SHANGHAI - Brazilian mining giant Vale has already set contract iron ore prices for the third quarter of this year and offered them to its customers, the company's ferrous metals director, Jose Carlos Martins, said.

Speaking at a media conference in Shanghai, Mr Martins declined to go into detail about the prices being offered over the July-September period, but said they represented an average of prices from March to May.

However, he expressed concern that Chinese steel mills might default on their iron ore contracts if the spot market prices fall below quarterly prices.

"It's a possibility – but I hope they are not going to do it, because we have contracts, we have a long-term commitment and long-term commitment has to be for both sides," he told reporters on the sidelines of a news conference in Shanghai.

Interfax reported earlier month that Vale was asking for a 23 per cent price increase in the third quarter, bringing prices to $US160 ($A192.82) per tonne, higher than the current spot market price of around $US150.

Chinese steel mills were accused of defaulting on their annual contracts in the second half of 2008, when spot market prices fell below benchmark contract prices for the first time as a result of the global financial crisis.

Their failure to stick to the contracts has been blamed for the collapse of the decades-old benchmark system, in which steel producers negotiate a fixed annual iron ore price with suppliers.

Dynamic market

Vale has already replaced the annual benchmark with an index-based mechanism in which prices are changed every three months, prompting bitter complaints from Chinese steel mills about the unhealthy control over the industry exerted by Vale and its Australian counterparts, Rio Tinto and BHP Billiton , which between them control about three-quarters of the global seaborne iron ore market.

But Vale's chief executive, Roger Agnelli, speaking at the same news conference, insisted that supply and demand was ultimately responsible for the price surge.

"Vale is not fixing prices – who is fixing the prices is the market," Mr Agnelli said.

The old benchmark method in which prices were set annually through negotiations had been undermined by changes in the market, Mr Agnelli said. "The market is so dynamic that no one was able to continue with the benchmark mechanism."

Mr Martins said customers were free to choose the index they preferred to use, so long as they accepted the more flexible quarterly pricing system.

He said in the long term, iron ore prices should be set by market forces of supply and demand, as with other commodities.

"Nobody disputes about prices of soybeans, aluminium and copper – if you want to buy, you buy.
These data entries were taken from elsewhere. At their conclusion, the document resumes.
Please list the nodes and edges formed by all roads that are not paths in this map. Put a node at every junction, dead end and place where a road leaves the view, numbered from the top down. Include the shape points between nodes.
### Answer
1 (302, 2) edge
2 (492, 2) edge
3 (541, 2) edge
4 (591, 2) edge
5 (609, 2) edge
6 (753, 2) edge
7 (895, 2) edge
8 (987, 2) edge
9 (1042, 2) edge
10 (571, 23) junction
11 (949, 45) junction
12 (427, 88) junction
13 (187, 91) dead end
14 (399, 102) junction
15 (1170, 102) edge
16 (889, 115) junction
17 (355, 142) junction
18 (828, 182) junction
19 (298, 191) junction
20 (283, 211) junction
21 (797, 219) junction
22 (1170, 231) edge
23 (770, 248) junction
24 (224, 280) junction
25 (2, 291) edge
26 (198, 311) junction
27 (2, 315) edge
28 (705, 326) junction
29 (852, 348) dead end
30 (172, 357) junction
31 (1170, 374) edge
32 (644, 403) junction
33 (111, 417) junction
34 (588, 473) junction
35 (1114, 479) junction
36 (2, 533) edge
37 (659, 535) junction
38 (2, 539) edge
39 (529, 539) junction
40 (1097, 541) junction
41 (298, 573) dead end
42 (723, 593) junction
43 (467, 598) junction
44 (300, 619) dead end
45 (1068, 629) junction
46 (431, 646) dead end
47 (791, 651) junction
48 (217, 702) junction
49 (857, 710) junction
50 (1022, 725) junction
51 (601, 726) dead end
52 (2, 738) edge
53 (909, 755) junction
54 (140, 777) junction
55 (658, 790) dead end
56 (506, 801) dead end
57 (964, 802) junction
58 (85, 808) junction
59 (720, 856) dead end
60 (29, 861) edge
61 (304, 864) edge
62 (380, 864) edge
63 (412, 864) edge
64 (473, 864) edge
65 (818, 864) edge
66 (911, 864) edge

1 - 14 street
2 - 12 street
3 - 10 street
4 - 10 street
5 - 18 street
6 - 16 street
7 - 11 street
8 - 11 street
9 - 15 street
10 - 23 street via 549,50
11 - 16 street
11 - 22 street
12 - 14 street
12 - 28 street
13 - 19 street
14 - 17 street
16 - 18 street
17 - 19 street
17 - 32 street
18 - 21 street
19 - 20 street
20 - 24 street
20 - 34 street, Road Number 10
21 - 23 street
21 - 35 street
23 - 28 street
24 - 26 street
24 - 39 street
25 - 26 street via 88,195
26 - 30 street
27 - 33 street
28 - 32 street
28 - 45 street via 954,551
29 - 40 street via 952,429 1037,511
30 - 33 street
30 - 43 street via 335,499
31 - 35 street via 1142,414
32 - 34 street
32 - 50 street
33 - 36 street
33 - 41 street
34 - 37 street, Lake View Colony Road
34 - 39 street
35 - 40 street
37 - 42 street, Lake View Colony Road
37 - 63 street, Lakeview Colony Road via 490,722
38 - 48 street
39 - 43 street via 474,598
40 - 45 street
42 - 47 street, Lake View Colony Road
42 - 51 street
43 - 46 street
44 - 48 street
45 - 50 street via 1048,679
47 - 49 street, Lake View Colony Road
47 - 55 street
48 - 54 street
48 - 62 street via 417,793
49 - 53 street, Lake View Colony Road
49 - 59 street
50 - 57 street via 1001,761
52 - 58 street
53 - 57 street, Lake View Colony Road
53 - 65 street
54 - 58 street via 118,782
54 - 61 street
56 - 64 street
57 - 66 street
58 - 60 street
In the long term, iron ore prices will be fixed the same way."

Ore shipments to China are expected to stand at around 140 million tonnes this year, the same as 2009, Mr Martins added, and the company was now working on restoring output to its full capacity of 300 million tonnes.

"As a matter of fact, during this year a lot of other markets are growing faster (than China)," he said, adding that buyers from other markets were vying with Chinese customers for supply.
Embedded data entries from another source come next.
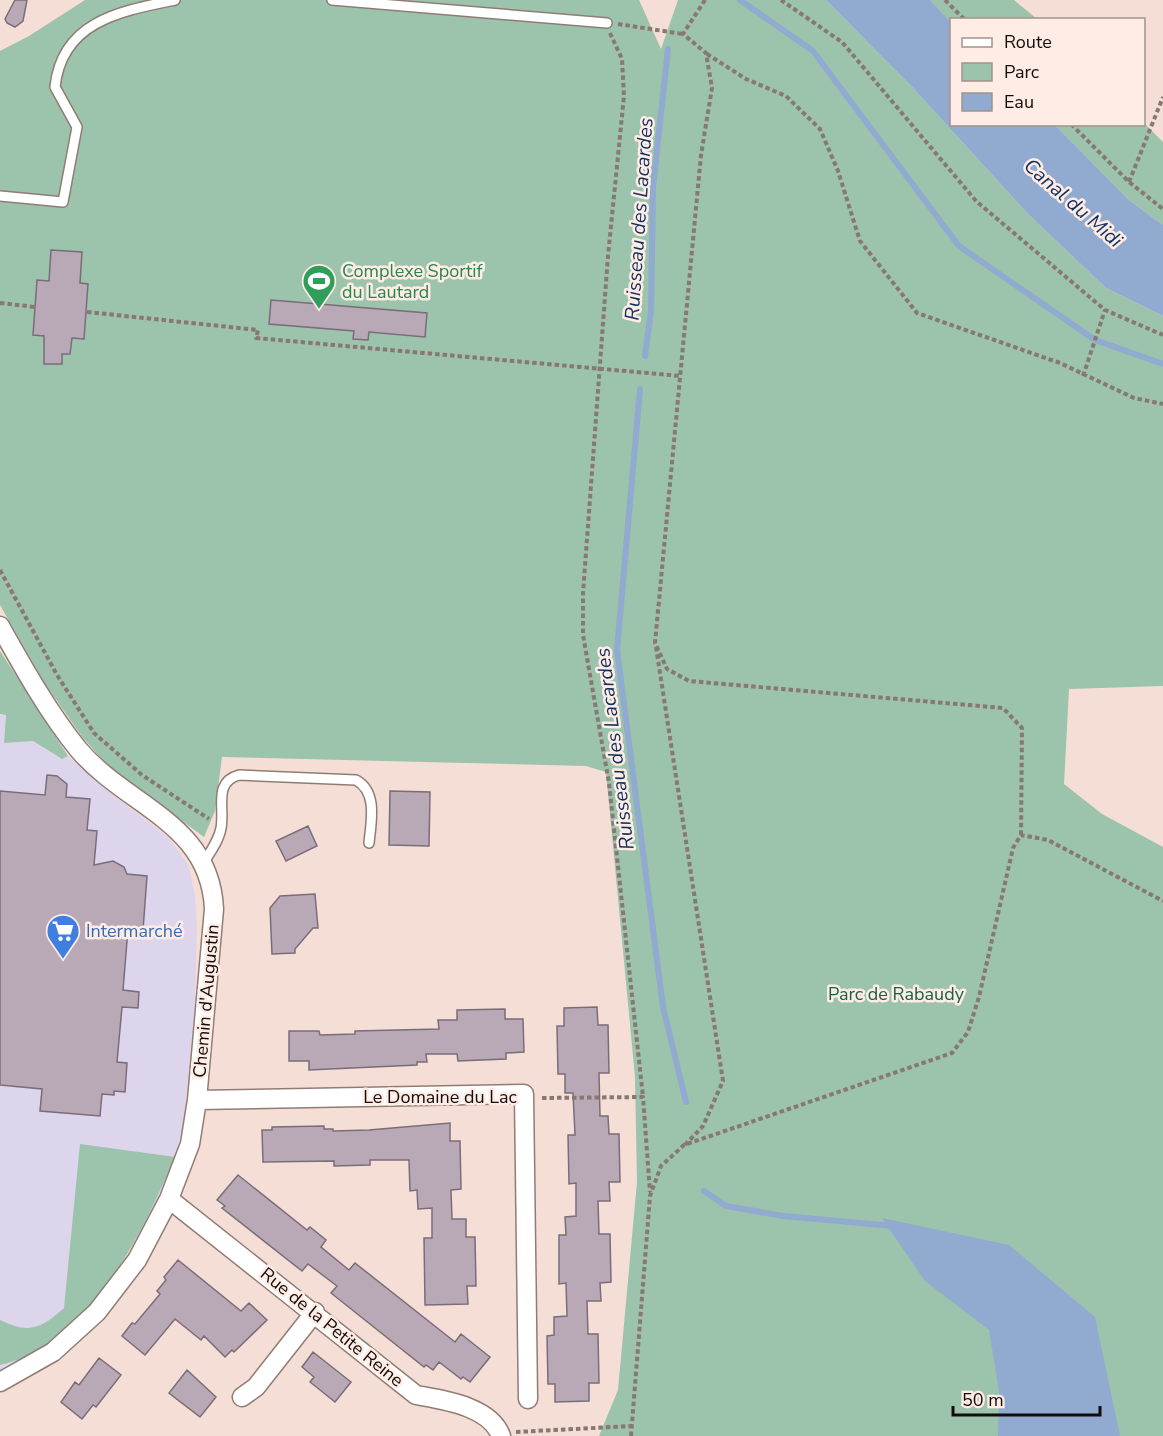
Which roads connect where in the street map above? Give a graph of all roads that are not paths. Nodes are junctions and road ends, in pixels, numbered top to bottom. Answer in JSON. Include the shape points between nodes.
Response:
{"nodes":[{"id":1,"x":175,"y":0,"type":"edge"},
{"id":2,"x":332,"y":0,"type":"edge"},
{"id":3,"x":607,"y":23,"type":"road end"},
{"id":4,"x":0,"y":196,"type":"edge"},
{"id":5,"x":0,"y":626,"type":"edge"},
{"id":6,"x":369,"y":843,"type":"dead end"},
{"id":7,"x":204,"y":862,"type":"junction"},
{"id":8,"x":197,"y":1100,"type":"junction"},
{"id":9,"x":169,"y":1199,"type":"junction"},
{"id":10,"x":315,"y":1312,"type":"junction"},
{"id":11,"x":0,"y":1382,"type":"edge"},
{"id":12,"x":242,"y":1397,"type":"dead end"},
{"id":13,"x":528,"y":1399,"type":"dead end"},
{"id":14,"x":501,"y":1434,"type":"edge"}],
"edges":[{"from":1,"to":4,"type":"lane","via":[[119,12],[82,32],[61,59],[55,87],[77,127],[63,202]]},
{"from":2,"to":3,"type":"lane"},
{"from":5,"to":7,"type":"street","name":"Chemin d'Augustin","via":[[78,748],[110,780],[180,832]]},
{"from":6,"to":7,"type":"lane","via":[[370,796],[365,785],[348,778],[233,777],[223,787],[222,827]]},
{"from":7,"to":8,"type":"street","name":"Chemin d'Augustin","via":[[214,909]]},
{"from":8,"to":9,"type":"street","name":"Chemin d'Augustin","via":[[190,1144]]},
{"from":8,"to":13,"type":"street","name":"Le Domaine du Lac","via":[[524,1094]]},
{"from":9,"to":10,"type":"street","name":"Rue de la Petite Reine"},
{"from":9,"to":11,"type":"street","name":"Chemin d'Augustin","via":[[137,1260],[97,1312],[52,1352]]},
{"from":10,"to":12,"type":"street","via":[[256,1387]]},
{"from":10,"to":14,"type":"street","name":"Rue de la Petite Reine","via":[[416,1395],[484,1415]]}]}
Mr Agnelli said the company was confident that demand would continue to remain strong, and that Chinese government measures to curb overheating were not a serious concern.

Chinese imports of iron ore surged dramatically last year even as the global economic crisis eviscerated steel markets in Europe, Japan and the United States, rising 41.57 per cent to 627.78 million tonnes.

Imports from Brazil alone have surged 22 per cent over the first four months of 2010, reaching 42.9 million tonnes – a fifth of China's total.

"In Vale we pray for China every day," Mr Agnelli said.